This summer has been a good break for me just to take a step back and research photographers and the history of photography. I’ve had the chance to be inspired by the works I’ve read about in history of photography books, seen in videos, and viewed on various other sites on the web.
What I’m learning is how much I love the variability of photography. When photography was just beginning in the late 1800s, there were so many people out there working with the medium and essentially defining what a photographer is. One photographer who I am absolutely fascinated with is Julia Margaret Cameron. Her work and her life are both incredibly inspiring to me. In my own work, I have always been one who just tries new things and embraces the imperfections in the process. So naturally, when I saw Julia Margaret Cameron’s work I was taken in by it.
So this summer I studied, I watched, and I experimented. In a day and age where perfection to the point of faking it is the norm, it was refreshing to play with soft focus, scratches & finger prints on the negatives, and movement.

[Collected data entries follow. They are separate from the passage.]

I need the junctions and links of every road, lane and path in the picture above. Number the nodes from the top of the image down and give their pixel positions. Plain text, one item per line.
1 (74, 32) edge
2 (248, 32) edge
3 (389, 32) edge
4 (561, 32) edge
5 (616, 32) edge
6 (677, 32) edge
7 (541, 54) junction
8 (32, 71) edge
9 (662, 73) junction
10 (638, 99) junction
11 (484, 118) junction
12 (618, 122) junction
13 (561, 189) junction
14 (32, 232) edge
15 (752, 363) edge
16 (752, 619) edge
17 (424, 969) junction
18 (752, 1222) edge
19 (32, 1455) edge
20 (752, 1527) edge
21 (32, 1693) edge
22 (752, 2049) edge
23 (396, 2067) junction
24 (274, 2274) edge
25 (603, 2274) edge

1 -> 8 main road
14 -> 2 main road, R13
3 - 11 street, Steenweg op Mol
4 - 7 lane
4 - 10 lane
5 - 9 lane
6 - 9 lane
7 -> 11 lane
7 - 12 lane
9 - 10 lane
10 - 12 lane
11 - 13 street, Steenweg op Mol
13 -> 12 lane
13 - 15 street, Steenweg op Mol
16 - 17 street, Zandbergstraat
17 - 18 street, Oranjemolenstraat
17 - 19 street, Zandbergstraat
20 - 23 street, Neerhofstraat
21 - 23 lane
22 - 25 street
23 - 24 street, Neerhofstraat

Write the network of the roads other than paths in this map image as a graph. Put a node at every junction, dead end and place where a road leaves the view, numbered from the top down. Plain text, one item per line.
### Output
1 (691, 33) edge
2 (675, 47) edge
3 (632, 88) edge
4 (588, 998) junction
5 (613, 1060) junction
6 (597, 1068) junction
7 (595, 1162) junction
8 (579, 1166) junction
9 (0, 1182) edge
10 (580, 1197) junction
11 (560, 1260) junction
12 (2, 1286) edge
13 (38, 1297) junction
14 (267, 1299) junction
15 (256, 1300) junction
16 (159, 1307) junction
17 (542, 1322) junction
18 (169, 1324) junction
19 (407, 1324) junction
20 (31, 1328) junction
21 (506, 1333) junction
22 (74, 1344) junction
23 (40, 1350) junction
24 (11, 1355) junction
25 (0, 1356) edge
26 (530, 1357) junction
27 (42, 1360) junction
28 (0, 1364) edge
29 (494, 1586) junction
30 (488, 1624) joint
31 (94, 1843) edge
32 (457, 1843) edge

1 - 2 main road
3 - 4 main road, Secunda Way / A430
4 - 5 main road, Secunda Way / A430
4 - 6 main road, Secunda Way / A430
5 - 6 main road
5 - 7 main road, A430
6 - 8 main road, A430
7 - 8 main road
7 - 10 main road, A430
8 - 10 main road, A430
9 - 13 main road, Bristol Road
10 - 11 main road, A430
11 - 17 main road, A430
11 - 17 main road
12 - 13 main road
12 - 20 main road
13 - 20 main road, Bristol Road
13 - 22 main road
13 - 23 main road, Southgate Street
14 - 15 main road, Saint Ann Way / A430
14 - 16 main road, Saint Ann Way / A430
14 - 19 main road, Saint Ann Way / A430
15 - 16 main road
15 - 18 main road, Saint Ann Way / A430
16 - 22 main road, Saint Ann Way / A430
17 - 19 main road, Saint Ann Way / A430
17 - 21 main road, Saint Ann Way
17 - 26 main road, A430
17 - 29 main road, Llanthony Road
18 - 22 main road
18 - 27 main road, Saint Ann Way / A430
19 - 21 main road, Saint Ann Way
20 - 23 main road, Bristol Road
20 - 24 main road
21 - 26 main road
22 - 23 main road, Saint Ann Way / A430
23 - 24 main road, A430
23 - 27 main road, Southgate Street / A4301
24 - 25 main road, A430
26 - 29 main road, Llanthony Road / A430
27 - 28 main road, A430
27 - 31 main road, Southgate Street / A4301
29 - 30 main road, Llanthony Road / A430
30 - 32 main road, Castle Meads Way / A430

To begin, I started off with a digital camera. I would have liked to shoot film and will probably do so the farther in to this series I get, but to start I used a digital camera. After I had an image that I was happy with I created a digital negative from it. From there I made a cyanotype and then tea-toned them.
I was very happy with the finished “test” print:

And the second “test” print:

It’s always interesting to me to see the process of how to get to start to finish of an image. There is so much work that goes in to what you see at the end- some of it planned, some of it not. To me, the art is just as much in the process as it is in the final work.